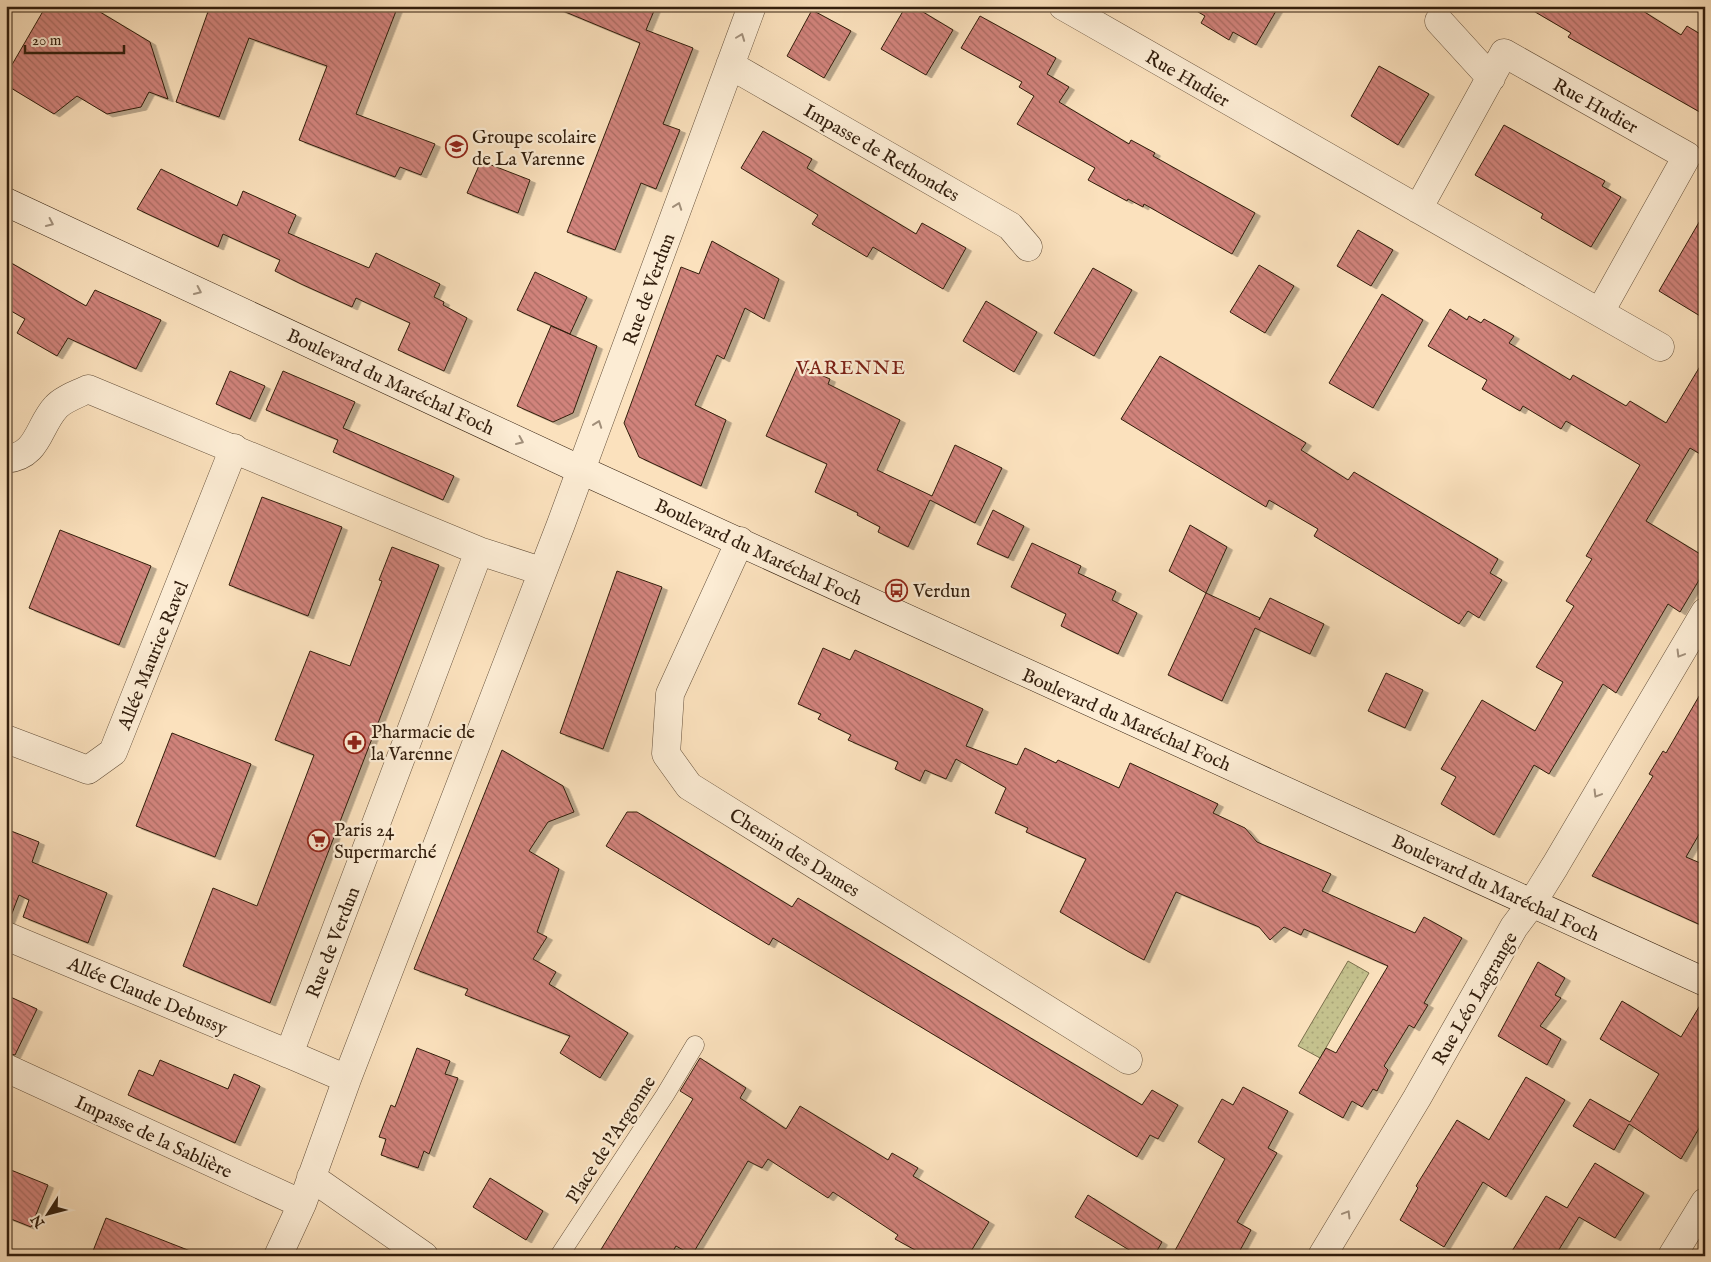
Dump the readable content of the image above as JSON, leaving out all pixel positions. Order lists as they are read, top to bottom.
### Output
{
  "streets": {
    "street": [
      "Rue Hudier",
      "Impasse de Rethondes",
      "Rue de Verdun",
      "Boulevard du Maréchal Foch",
      "Allée Maurice Ravel",
      "Chemin des Dames",
      "Allée Claude Debussy",
      "Rue Léo Lagrange",
      "Impasse de la Sablière"
    ],
    "lane": ["Place de l’Argonne"]
  },
  "crossings": [
    ["Impasse de Rethondes", "Rue de Verdun"],
    ["Rue de Verdun", "Boulevard du Maréchal Foch"],
    ["Rue de Verdun", "Allée Claude Debussy"],
    ["Rue de Verdun", "Impasse de la Sablière"],
    ["Boulevard du Maréchal Foch", "Chemin des Dames"],
    ["Boulevard du Maréchal Foch", "Rue Léo Lagrange"]
  ],
  "districts": ["VARENNE"],
  "places": {
    "school or university": ["Groupe scolaire de La Varenne"],
    "bus stop": ["Verdun"],
    "pharmacy": ["Pharmacie de la Varenne"],
    "supermarket": ["Paris 24 Supermarché"]
  },
  "scale_bar": "20 m",
  "north": "bottom left"
}
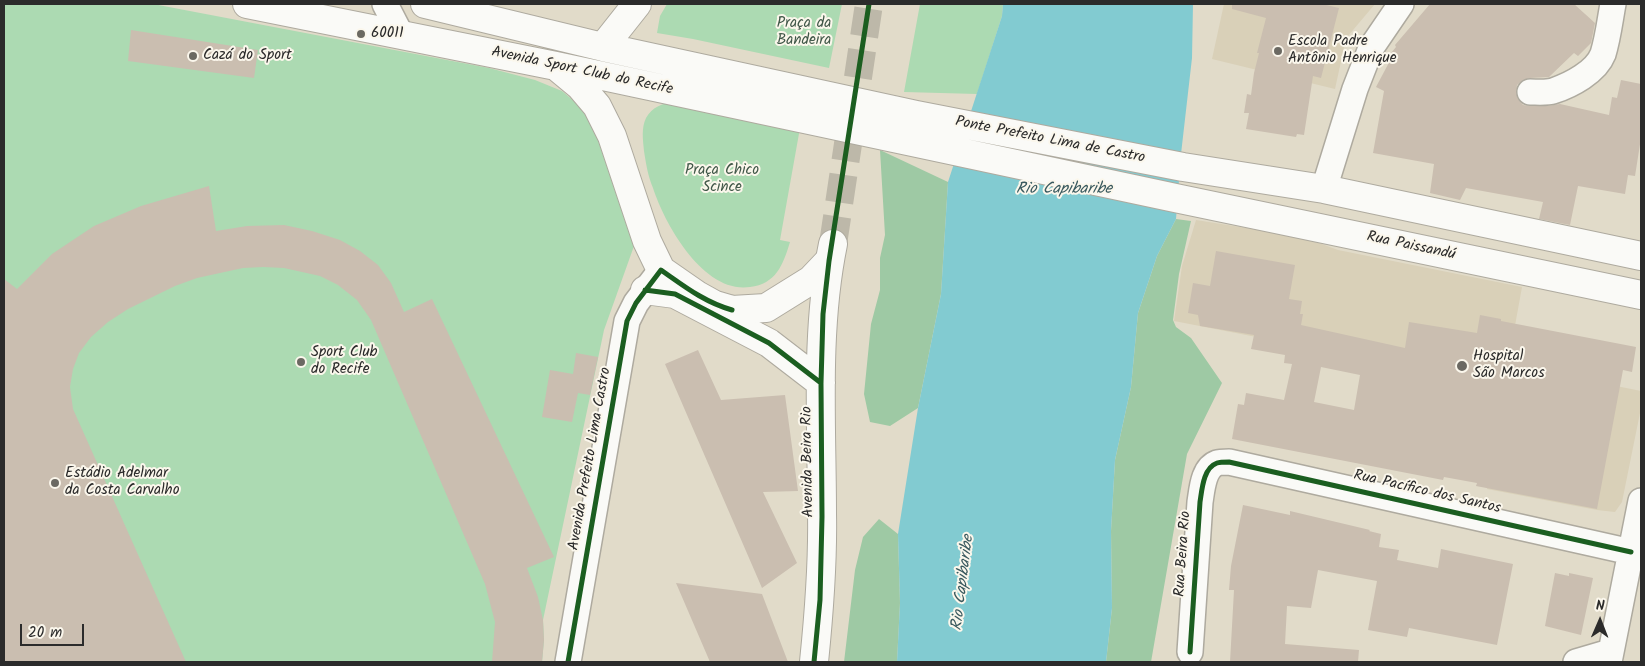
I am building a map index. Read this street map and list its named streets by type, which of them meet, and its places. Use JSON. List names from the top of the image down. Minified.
{"streets":{"main road":["Avenida Sport Club do Recife","Ponte Prefeito Lima de Castro","Rua Paissandú","Avenida Beira Rio"],"street":["Avenida Prefeito Lima Castro","Rua Pacífico dos Santos","Rua Beira Rio"]},"crossings":[["Avenida Sport Club do Recife","Ponte Prefeito Lima de Castro"],["Ponte Prefeito Lima de Castro","Rua Paissandú"],["Avenida Prefeito Lima Castro","Avenida Beira Rio"],["Rua Pacífico dos Santos","Rua Beira Rio"]],"water":["Rio Capibaribe"],"parks":["Praça da Bandeira","Praça Chico Scince"],"places":["60011","Escola Padre Antônio Henrique","Cazá do Sport","Sport Club do Recife","Hospital São Marcos","Estádio Adelmar da Costa Carvalho"],"scale_bar":"20 m","north":"top"}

◇ ◇ ◇ ◇ ◇ ◇ ◇

» **Work instructions**
Images in the data above are to be skipped. Retype all other material exactly.

» **Task answer**
Dump the readable content of the image above as JSON, leaving out all pixel positions. Order lists as they are read, top to bottom.
### Output
{
  "streets": {
    "street": [
      "Rue Hudier",
      "Impasse de Rethondes",
      "Rue de Verdun",
      "Boulevard du Maréchal Foch",
      "Allée Maurice Ravel",
      "Chemin des Dames",
      "Allée Claude Debussy",
      "Rue Léo Lagrange",
      "Impasse de la Sablière"
    ],
    "lane": ["Place de l’Argonne"]
  },
  "crossings": [
    ["Impasse de Rethondes", "Rue de Verdun"],
    ["Rue de Verdun", "Boulevard du Maréchal Foch"],
    ["Rue de Verdun", "Allée Claude Debussy"],
    ["Rue de Verdun", "Impasse de la Sablière"],
    ["Boulevard du Maréchal Foch", "Chemin des Dames"],
    ["Boulevard du Maréchal Foch", "Rue Léo Lagrange"]
  ],
  "districts": ["VARENNE"],
  "places": {
    "school or university": ["Groupe scolaire de La Varenne"],
    "bus stop": ["Verdun"],
    "pharmacy": ["Pharmacie de la Varenne"],
    "supermarket": ["Paris 24 Supermarché"]
  },
  "scale_bar": "20 m",
  "north": "bottom left"
}
I am building a map index. Read this street map and list its named streets by type, which of them meet, and its places. Use JSON. List names from the top of the image down. Minified.
{"streets":{"main road":["Avenida Sport Club do Recife","Ponte Prefeito Lima de Castro","Rua Paissandú","Avenida Beira Rio"],"street":["Avenida Prefeito Lima Castro","Rua Pacífico dos Santos","Rua Beira Rio"]},"crossings":[["Avenida Sport Club do Recife","Ponte Prefeito Lima de Castro"],["Ponte Prefeito Lima de Castro","Rua Paissandú"],["Avenida Prefeito Lima Castro","Avenida Beira Rio"],["Rua Pacífico dos Santos","Rua Beira Rio"]],"water":["Rio Capibaribe"],"parks":["Praça da Bandeira","Praça Chico Scince"],"places":["60011","Escola Padre Antônio Henrique","Cazá do Sport","Sport Club do Recife","Hospital São Marcos","Estádio Adelmar da Costa Carvalho"],"scale_bar":"20 m","north":"top"}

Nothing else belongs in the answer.